Currently we count number of ScriptObjects in the system, number of

Scope objects in the system, number of ScriptObject listeners added,

removed and dead (without references).

We also count number of ScriptFunctions, ScriptFunction invocations

and ScriptFunction allocations.

Furthermore we count PropertyMap statistics: how many property maps

exist, how many times were property maps cloned, how many times did

the property map history cache hit, prevent new allocations, how many

prototype invalidations were done, how many time the property map

proto cache hit.

Finally we count callsite misses on a per callsite bases, which occur

when a callsite has to be relinked, due to a previous assumption of

object layout being invalidated.

SYSTEM PROPERTY: nashorn.methodhandles.debug,

nashorn.methodhandles.debug=create

If this property is enabled, each MethodHandle related call that uses

the java.lang.invoke package gets its MethodHandle intercepted and an

instrumentation printout of arguments and return value appended to

it. This shows exactly which method handles are executed and from

where. (Also MethodTypes and SwitchPoints). This can be augmented with

more information, for example, instance count, by subclassing or

further extending the TraceMethodHandleFactory implementation in

MethodHandleFactory.java.

If the property is specialized with "=create" as its option,

instrumentation will be shown for method handles upon creation time

rather than at runtime usage.

SYSTEM PROPERTY: nashorn.methodhandles.debug.stacktrace

This does the same as nashorn.methodhandles.debug, but when enabled

also dumps the stack trace for every instrumented method handle

operation. Warning: This is enormously verbose, but provides a pretty

decent "grep:able" picture of where the calls are coming from.

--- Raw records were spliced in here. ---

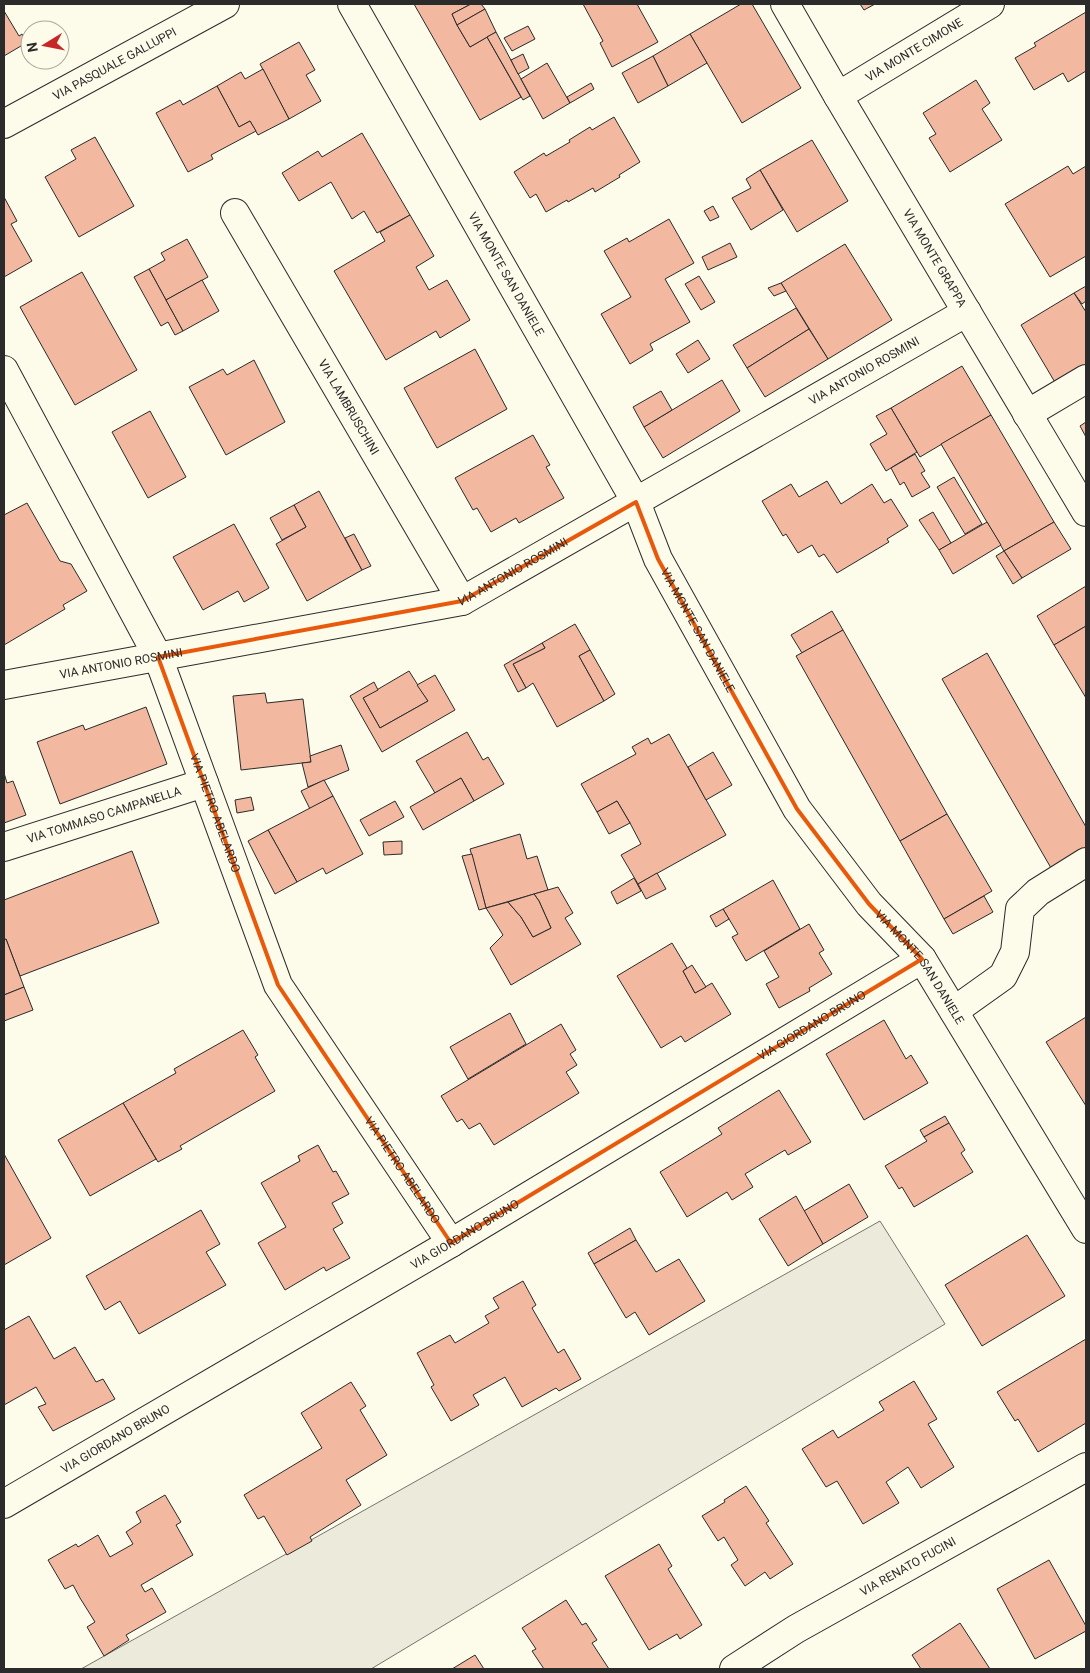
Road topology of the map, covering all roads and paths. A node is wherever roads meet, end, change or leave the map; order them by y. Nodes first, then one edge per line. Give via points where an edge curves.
1 (225, 4) edge
2 (352, 4) edge
3 (785, 4) edge
4 (990, 4) edge
5 (838, 96) junction
6 (4, 124) edge
7 (235, 213) dead end
8 (967, 312) junction
9 (4, 370) edge
10 (1086, 379) edge
11 (1027, 414) junction
12 (636, 502) junction
13 (1086, 512) edge
14 (462, 601) junction
15 (158, 657) junction
16 (4, 685) edge
17 (204, 783) junction
18 (4, 847) edge
19 (1086, 862) edge
20 (922, 959) junction
21 (954, 1011) junction
22 (1086, 1229) edge
23 (452, 1243) junction
24 (1086, 1467) edge
25 (4, 1504) edge
26 (734, 1669) edge

1 - 6 street, VIA PASQUALE GALLUPPI
2 - 12 street, VIA MONTE SAN DANIELE
3 - 5 street, VIA MONTE GRAPPA
4 - 5 street, VIA MONTE CIMONE
5 - 8 street, VIA MONTE GRAPPA
7 - 14 street, VIA LAMBRUSCHINI
8 - 11 street, VIA MONTE GRAPPA
8 - 12 street, VIA ANTONIO ROSMINI
9 - 15 street, VIA PIETRO ABELARDO
10 - 11 street
11 - 13 street, VIA MONTE GRAPPA
12 - 14 street, VIA ANTONIO ROSMINI
12 - 20 street, VIA MONTE SAN DANIELE via 658,560 797,809 869,904
14 - 15 street, VIA ANTONIO ROSMINI
15 - 16 street, VIA ANTONIO ROSMINI
15 - 17 street, VIA PIETRO ABELARDO
17 - 18 street, VIA TOMMASO CAMPANELLA
17 - 23 street, VIA PIETRO ABELARDO via 278,985
19 - 21 street via 1038,892 1020,910 1015,952 1003,976
20 - 21 street, VIA MONTE SAN DANIELE
20 - 23 street, VIA GIORDANO BRUNO
21 - 22 street, VIA MONTE SAN DANIELE
23 - 25 street, VIA GIORDANO BRUNO
24 - 26 street, VIA RENATO FUCINI via 796,1629

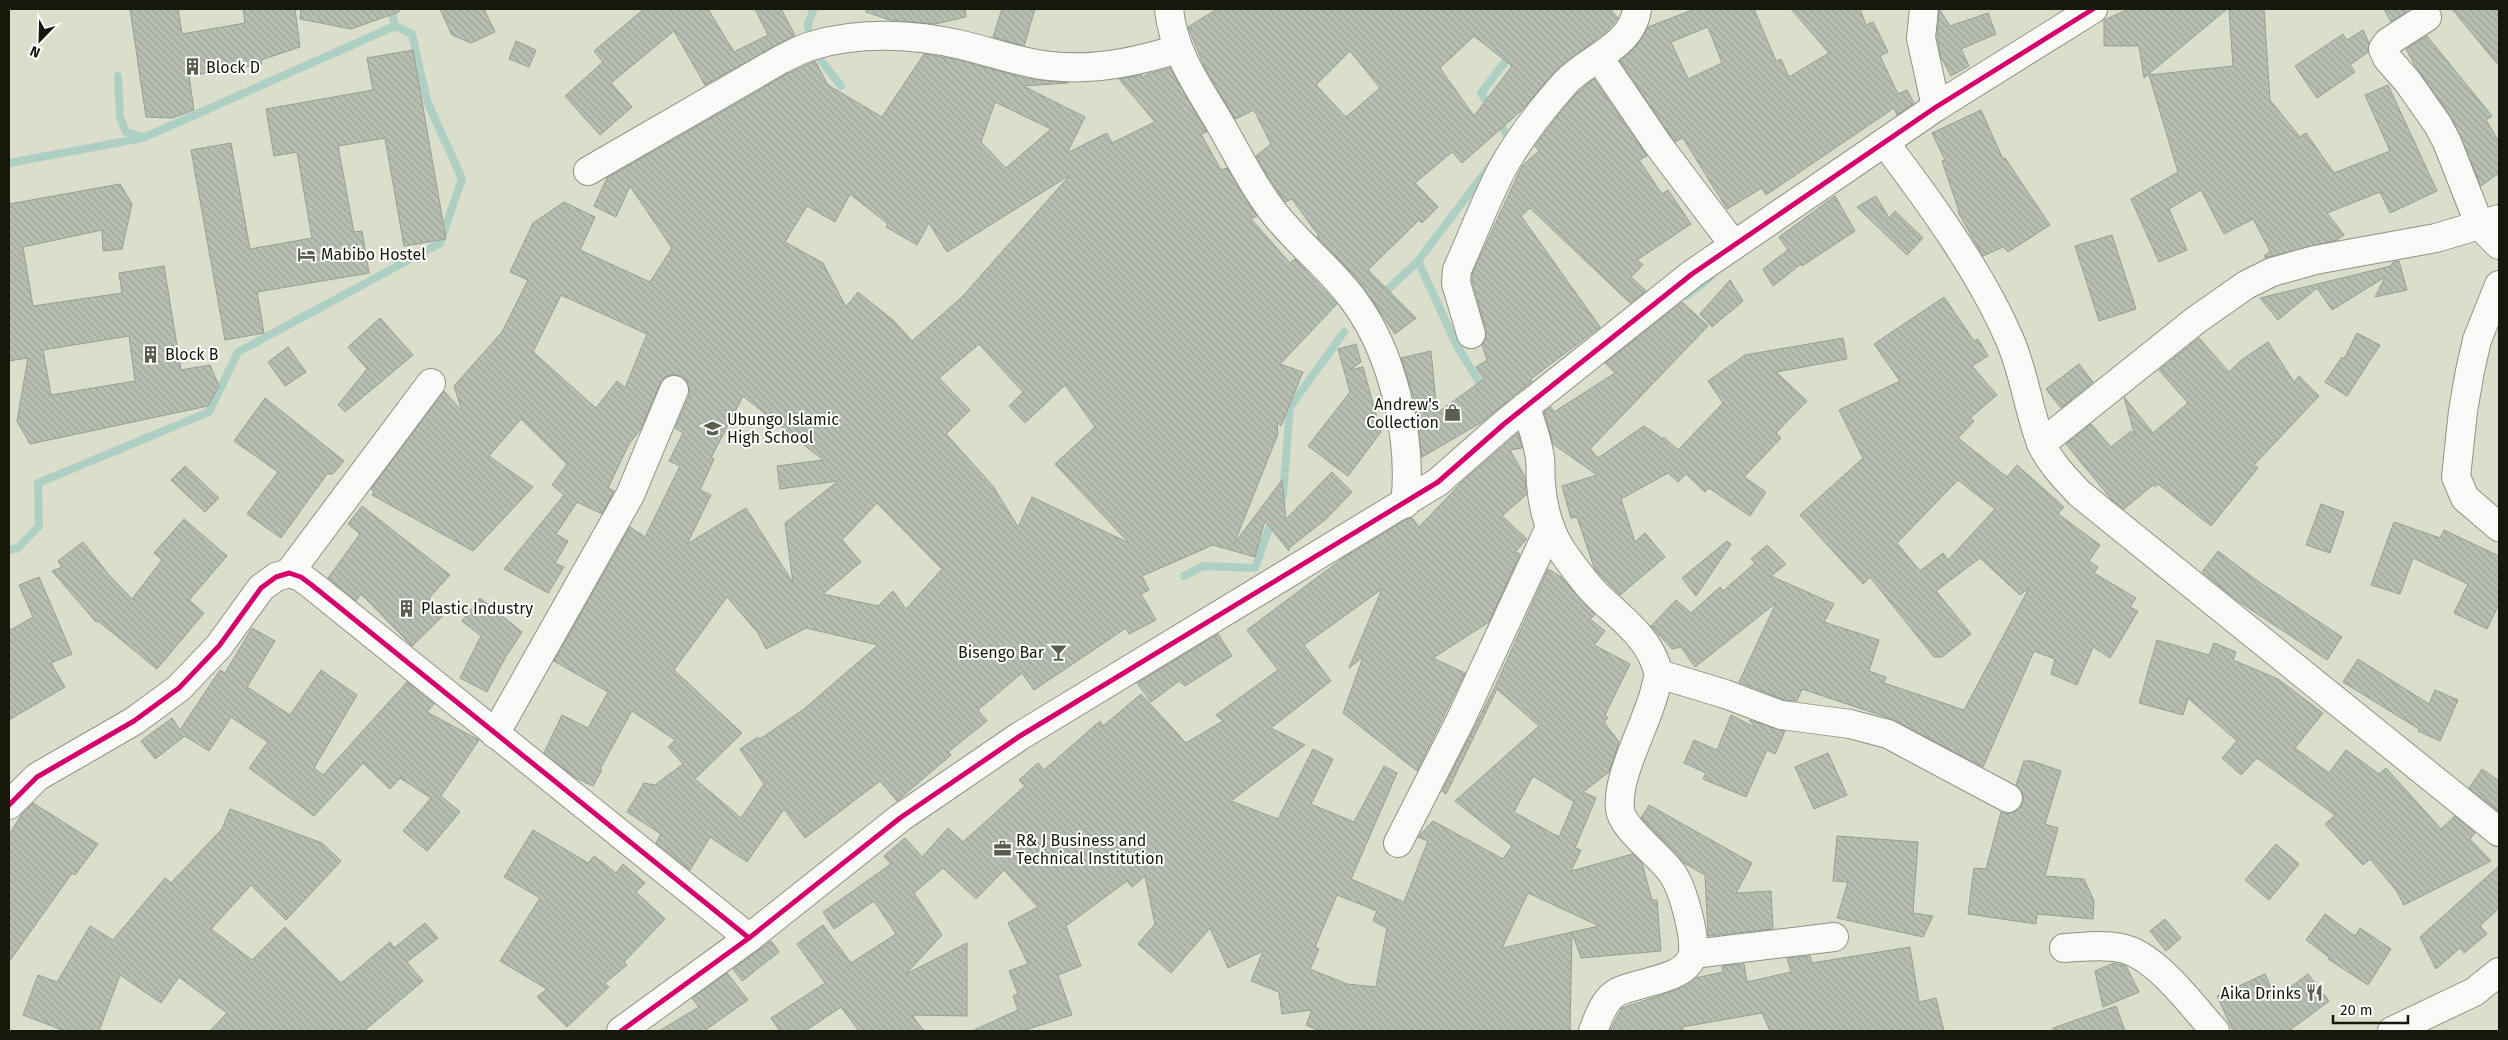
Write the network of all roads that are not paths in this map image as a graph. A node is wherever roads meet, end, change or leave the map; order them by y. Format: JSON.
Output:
{"nodes":[{"id":1,"x":1170,"y":9,"type":"edge"},
{"id":2,"x":1637,"y":9,"type":"edge"},
{"id":3,"x":1924,"y":9,"type":"edge"},
{"id":4,"x":2093,"y":9,"type":"edge"},
{"id":5,"x":2426,"y":17,"type":"dead end"},
{"id":6,"x":1177,"y":49,"type":"junction"},
{"id":7,"x":1599,"y":58,"type":"junction"},
{"id":8,"x":1936,"y":107,"type":"junction"},
{"id":9,"x":1885,"y":143,"type":"junction"},
{"id":10,"x":588,"y":171,"type":"dead end"},
{"id":11,"x":2490,"y":222,"type":"edge"},
{"id":12,"x":1734,"y":245,"type":"junction"},
{"id":13,"x":2499,"y":245,"type":"edge"},
{"id":14,"x":2499,"y":285,"type":"edge"},
{"id":15,"x":1471,"y":334,"type":"dead end"},
{"id":16,"x":431,"y":383,"type":"dead end"},
{"id":17,"x":674,"y":390,"type":"dead end"},
{"id":18,"x":1526,"y":407,"type":"junction"},
{"id":19,"x":2042,"y":444,"type":"junction"},
{"id":20,"x":1405,"y":504,"type":"junction"},
{"id":21,"x":1550,"y":527,"type":"junction"},
{"id":22,"x":2499,"y":527,"type":"edge"},
{"id":23,"x":289,"y":573,"type":"junction"},
{"id":24,"x":1659,"y":674,"type":"junction"},
{"id":25,"x":495,"y":734,"type":"junction"},
{"id":26,"x":2008,"y":798,"type":"dead end"},
{"id":27,"x":9,"y":804,"type":"edge"},
{"id":28,"x":2499,"y":832,"type":"edge"},
{"id":29,"x":1398,"y":843,"type":"dead end"},
{"id":30,"x":1834,"y":937,"type":"dead end"},
{"id":31,"x":749,"y":938,"type":"junction"},
{"id":32,"x":2064,"y":948,"type":"dead end"},
{"id":33,"x":1693,"y":954,"type":"junction"},
{"id":34,"x":2499,"y":972,"type":"edge"},
{"id":35,"x":621,"y":1031,"type":"edge"},
{"id":36,"x":1593,"y":1031,"type":"edge"},
{"id":37,"x":2215,"y":1031,"type":"edge"},
{"id":38,"x":2392,"y":1031,"type":"edge"}],
"edges":[{"from":1,"to":6,"type":"street"},
{"from":2,"to":7,"type":"street"},
{"from":3,"to":8,"type":"street"},
{"from":4,"to":8,"type":"street"},
{"from":5,"to":11,"type":"street"},
{"from":6,"to":10,"type":"street"},
{"from":6,"to":20,"type":"street"},
{"from":7,"to":12,"type":"street"},
{"from":7,"to":15,"type":"street"},
{"from":8,"to":9,"type":"street"},
{"from":9,"to":12,"type":"street"},
{"from":9,"to":19,"type":"street"},
{"from":11,"to":13,"type":"street"},
{"from":11,"to":19,"type":"street"},
{"from":12,"to":18,"type":"street"},
{"from":14,"to":22,"type":"street"},
{"from":16,"to":23,"type":"street"},
{"from":17,"to":25,"type":"street"},
{"from":18,"to":20,"type":"street"},
{"from":18,"to":21,"type":"street"},
{"from":19,"to":28,"type":"street"},
{"from":20,"to":31,"type":"street"},
{"from":21,"to":24,"type":"street"},
{"from":21,"to":29,"type":"street"},
{"from":23,"to":25,"type":"street"},
{"from":23,"to":27,"type":"street"},
{"from":24,"to":26,"type":"street"},
{"from":24,"to":33,"type":"street"},
{"from":25,"to":31,"type":"street"},
{"from":30,"to":33,"type":"street"},
{"from":31,"to":35,"type":"street"},
{"from":32,"to":37,"type":"street"},
{"from":33,"to":36,"type":"street"},
{"from":34,"to":38,"type":"street"}]}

See the description of the codegen logger below for a more verbose

description of this option

SYSTEM PROPERTY: nashorn.scriptfunction.specialization.disable

There are several "fast path" implementations of constructors and

functions in the NativeObject classes that, in their original form,

take a variable amount of arguments. Said functions are also declared

to take Object parameters in their original form, as this is what the

JavaScript specification mandates.

However, we often know quite a lot more at a callsite of one of these

functions. For example, Math.min is called with a fixed number (2) of

integer arguments. The overhead of boxing these ints to Objects and

folding them into an Object array for the generic varargs Math.min

function is an order of magnitude slower than calling a specialized

implementation of Math.min that takes two integers. Specialized

functions and constructors are identified by the tag

@SpecializedFunction and @SpecializedConstructor in the Nashorn

code. The linker will link in the most appropriate (narrowest types,

right number of types and least number of arguments) specialization if

specializations are available.

Every ScriptFunction may carry specializations that the linker can

choose from. This framework will likely be extended for user defined

functions. The compiler can often infer enough parameter type info

from callsites for in order to generate simpler versions with less

generic Object types. This feature depends on future lazy jitting, as

there tend to be many calls to user defined functions, some where the

callsite can be specialized, some where we mostly see object

parameters even at the callsite.

If this system property is set to true, the linker will not attempt to

use any specialized function or constructor for native objects, but

just call the generic one.

SYSTEM PROPERTY: nashorn.tcs.miss.samplePercent=<x>

When running with the trace callsite option (-tcs), Nashorn will count

and instrument any callsite misses that require relinking. As the

number of relinks is large and usually produces a lot of output, this

system property can be used to constrain the percentage of misses that

should be logged. Typically this is set to 1 or 5 (percent). 1% is the

default value.

SYSTEM_PROPERTY: nashorn.profilefile=<filename>

When running with the profile callsite options (-pcs), Nashorn will

dump profiling data for all callsites to stderr as a shutdown hook. To

instead redirect this to a file, specify the path to the file using

this system property.

SYSTEM_PROPERTY: nashorn.regexp.impl=[jdk|joni]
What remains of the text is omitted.